The construction site, located above the current Cherokee Indian hospital, is separated into five areas; each sectioned off with a letter in buildings A through E. The project is moving along with the steel erected in building A, complete with an elevated concrete slab on the first floor. Once the second floor slab is poured, the interior and exterior crews will be able to begin work immediately to reduce downtime while other phases of the project are completed.

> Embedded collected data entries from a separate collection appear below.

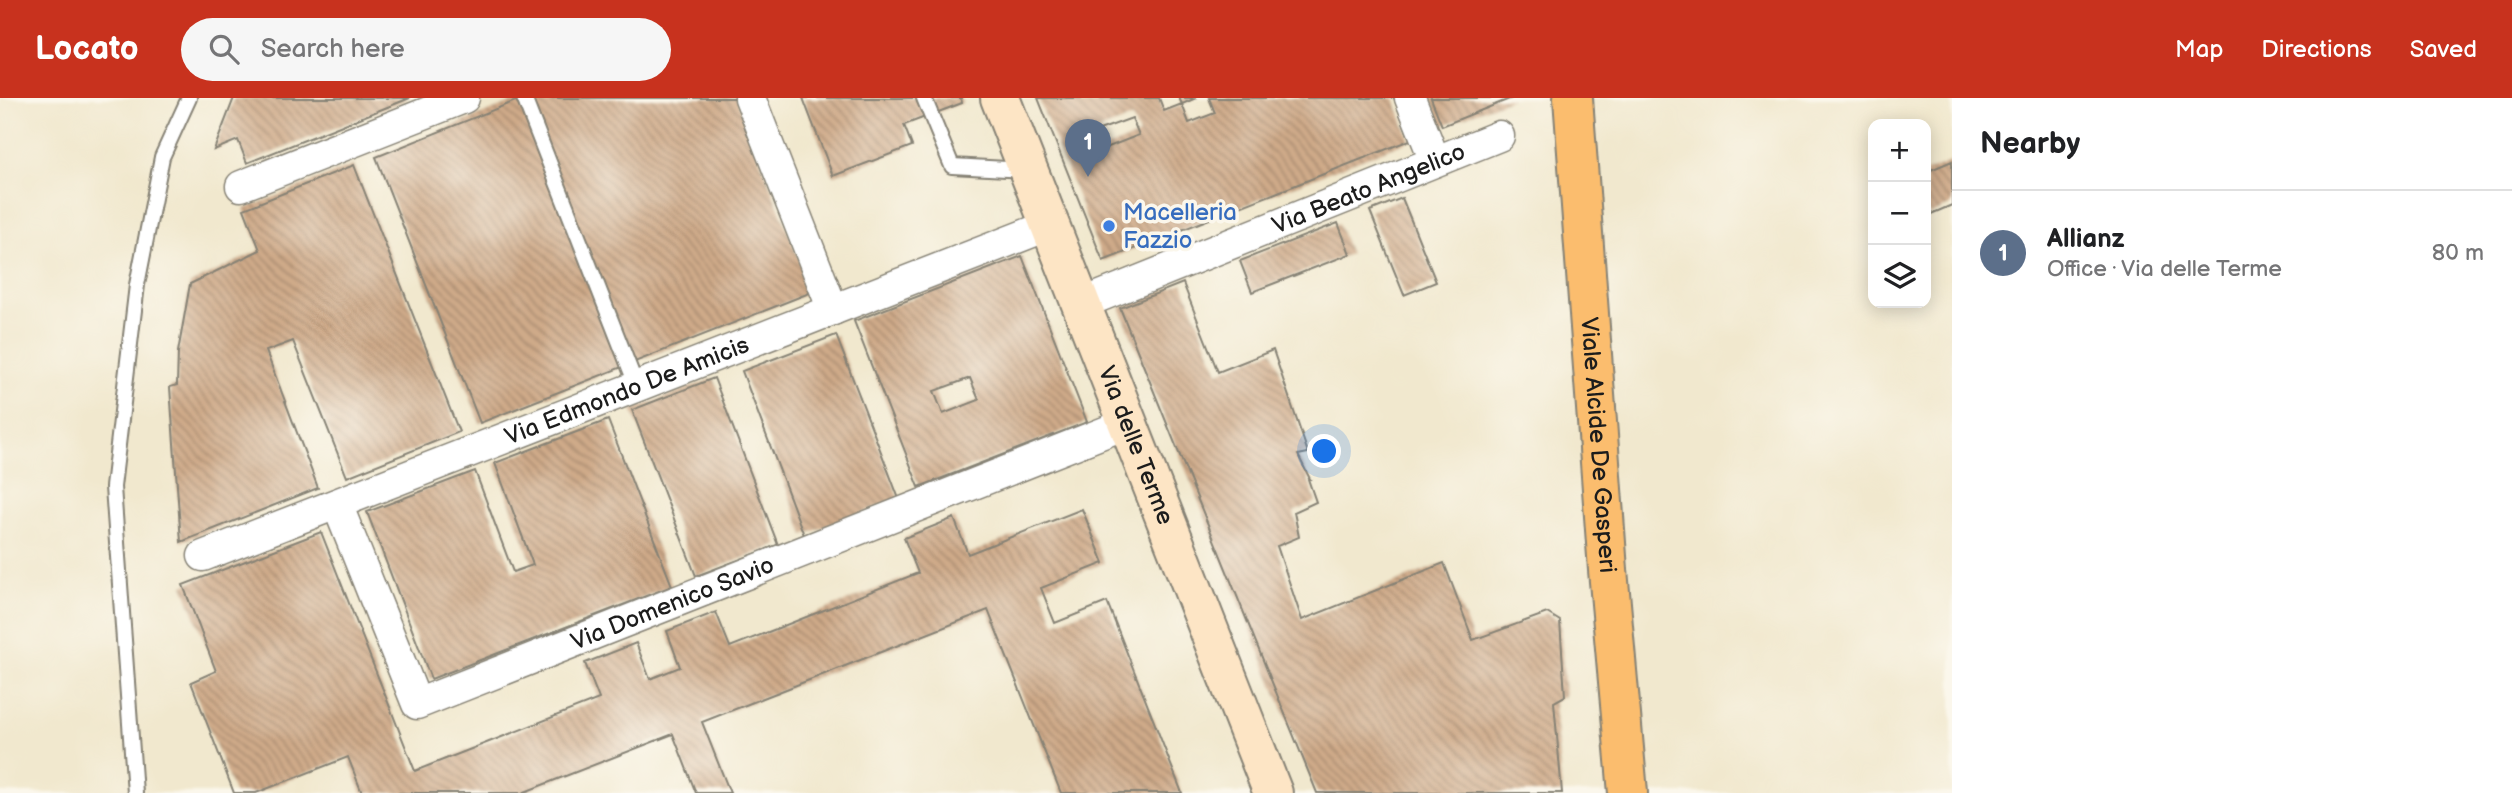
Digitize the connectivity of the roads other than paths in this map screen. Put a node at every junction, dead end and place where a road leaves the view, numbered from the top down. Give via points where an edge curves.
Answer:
1 (189, 98) edge
2 (464, 98) edge
3 (524, 98) edge
4 (750, 98) edge
5 (924, 98) edge
6 (1000, 98) edge
7 (1410, 98) edge
8 (1573, 98) edge
9 (1499, 136) dead end
10 (1435, 161) junction
11 (1030, 170) junction
12 (241, 186) dead end
13 (1051, 225) junction
14 (1081, 304) junction
15 (833, 310) junction
16 (638, 387) junction
17 (1128, 423) junction
18 (337, 504) junction
19 (203, 556) dead end
20 (135, 793) edge
21 (1273, 793) edge
22 (1628, 793) edge

1 - 20 lane via 162,158 137,285 113,487
2 - 12 street
3 - 16 lane
4 - 15 street
5 - 11 lane via 953,166
6 - 11 street, Via delle Terme
7 - 10 street
8 - 22 main road, Viale Alcide De Gasperi
9 - 10 street, Via Beato Angelico
10 - 14 street, Via Beato Angelico
11 - 13 street, Via delle Terme
13 - 14 street, Via delle Terme
13 - 15 street, Via Edmondo De Amicis
14 - 17 street, Via delle Terme
15 - 16 street, Via Edmondo De Amicis
16 - 18 street, Via Edmondo De Amicis
17 - 18 street, Via Domenico Savio via 417,704
17 - 21 street, Via delle Terme
18 - 19 street, Via Edmondo De Amicis

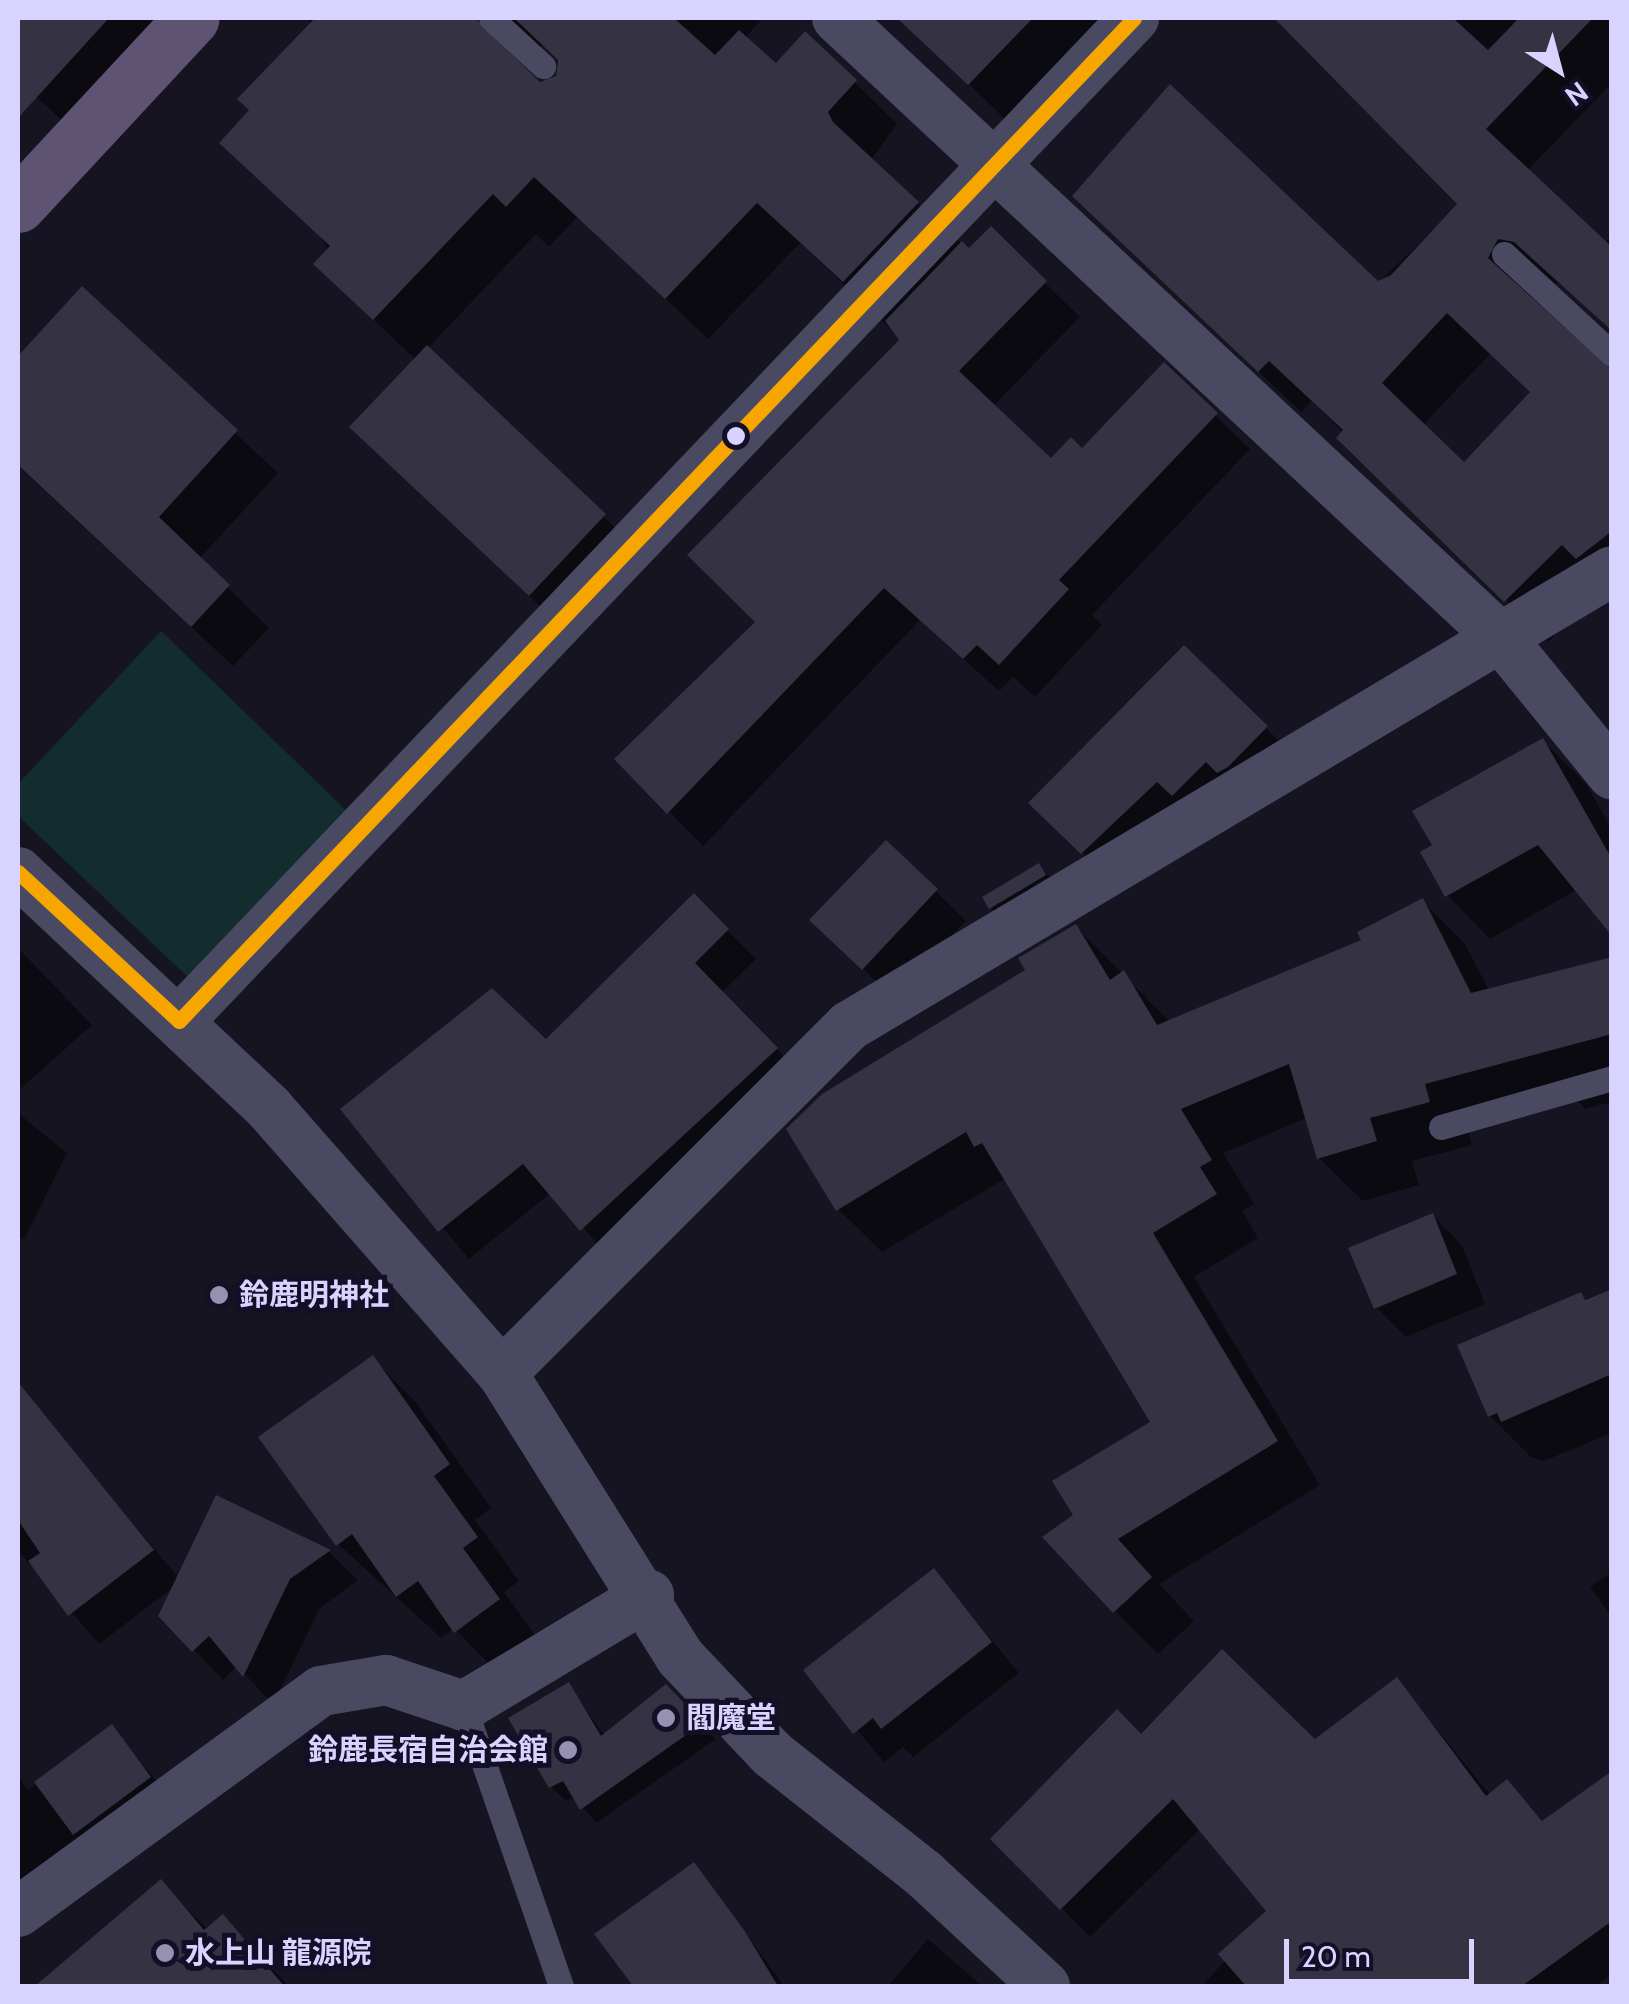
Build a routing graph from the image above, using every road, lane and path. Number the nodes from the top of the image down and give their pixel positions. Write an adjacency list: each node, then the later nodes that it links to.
1 (192, 18): 7 (main road)
2 (491, 18): 5 (lane)
3 (837, 18): 6 (street)
4 (1134, 18): 6 (street)
5 (543, 66)
6 (993, 166): 11 (street); 14 (street)
7 (18, 205)
8 (1504, 254): 9 (lane)
9 (1612, 354)
10 (1612, 571): 11 (street)
11 (1502, 638): 12 (street); 17 (street)
12 (1612, 774)
13 (18, 872): 14 (street)
14 (178, 1020): 17 (street)
15 (1612, 1078): 16 (lane)
16 (1442, 1127)
17 (502, 1373): 18 (street)
18 (649, 1595): 19 (street); 22 (street)
19 (464, 1706): 20 (street); 21 (lane)
20 (18, 1912)
21 (560, 1986)
22 (1045, 1986)

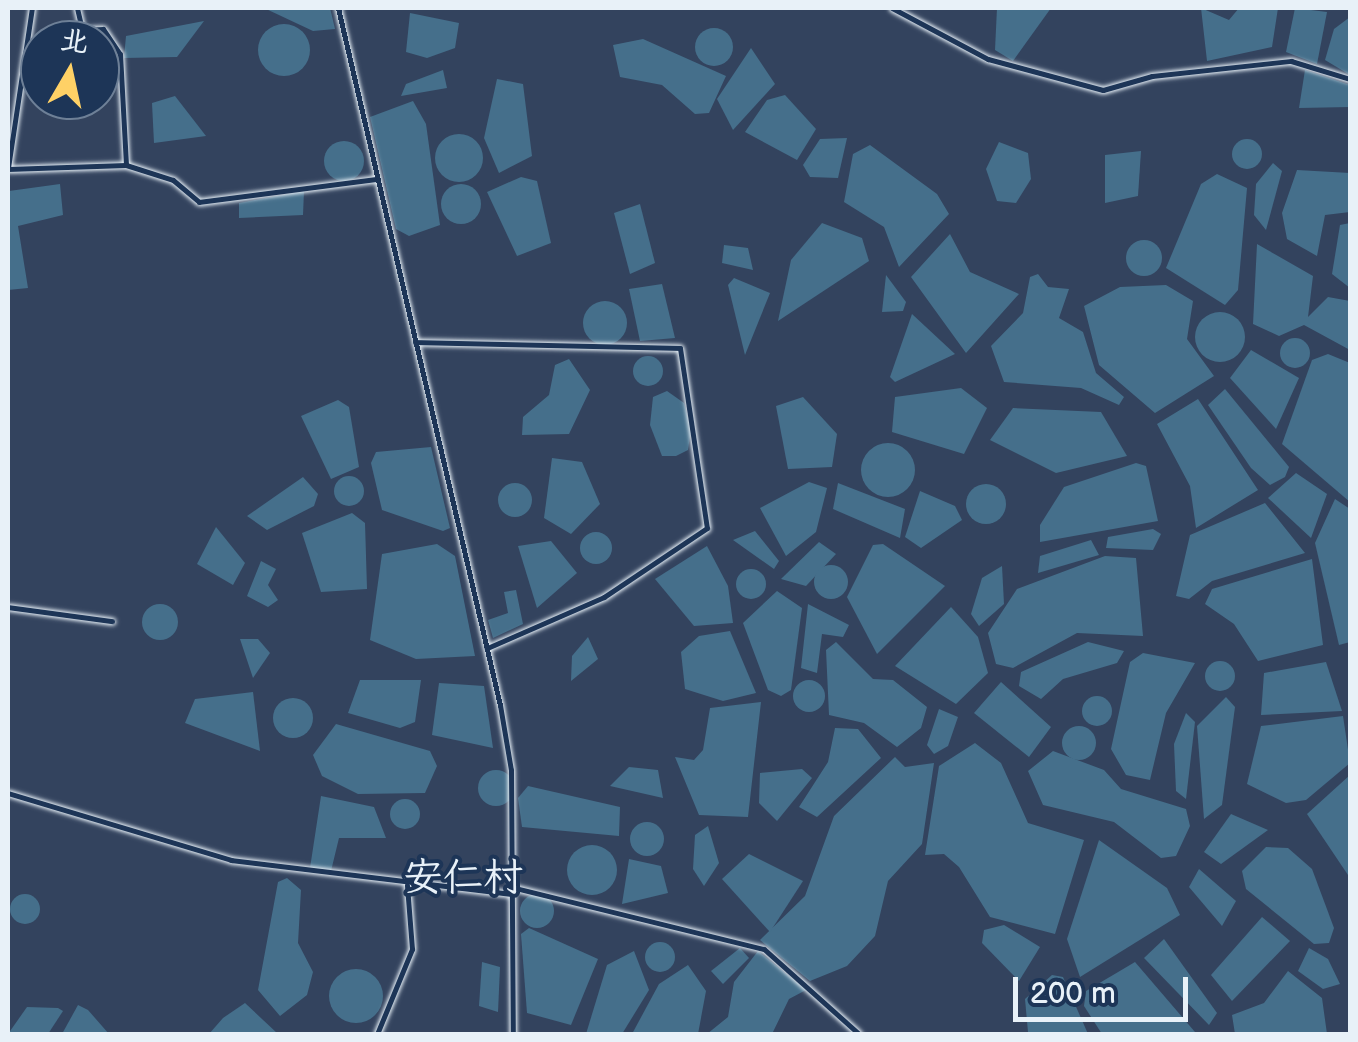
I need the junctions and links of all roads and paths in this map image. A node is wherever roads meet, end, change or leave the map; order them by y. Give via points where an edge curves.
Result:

“Right now, we are installing the structural steel,” explained Scott. “We have done all of building A and are erecting steel on building D, where we will be working for a couple more weeks. But, we don’t wait until the steel is complete. We phase that stuff, so as soon as one activity is done we’re working on the next activity in that area to help expedite the schedule to make it as efficient as possible.”
The new Cherokee Indian Hospital construction is slated to be complete and ready to see new patients by January 2016. Building A, where the steel and concrete slabs are almost complete, will be ready for the owners to begin moving in equipment around early May 2015 and ready for use in June 2015. The complete project as a whole will be a new 150,000 square foot healthcare facility.
Scott commented, “What has been nice is working with the Tribe. We’ve been able to move a lot of this material over to this site (where the construction offices are located), which I think has been called the Wal-Mart site. We didn’t just move it over here and dump it. As we’ve put it in place, we’ve compacted it and are making this property a lot better than it was previously. This will be a good compacted, buildable site over here. It was a win-win for both of us. We didn’t have to go off-site and use on-road trucks to spoil the earth we are moving. We were able to bring it next door and improve this site. It should make this property more valuable for the Tribe in the future.”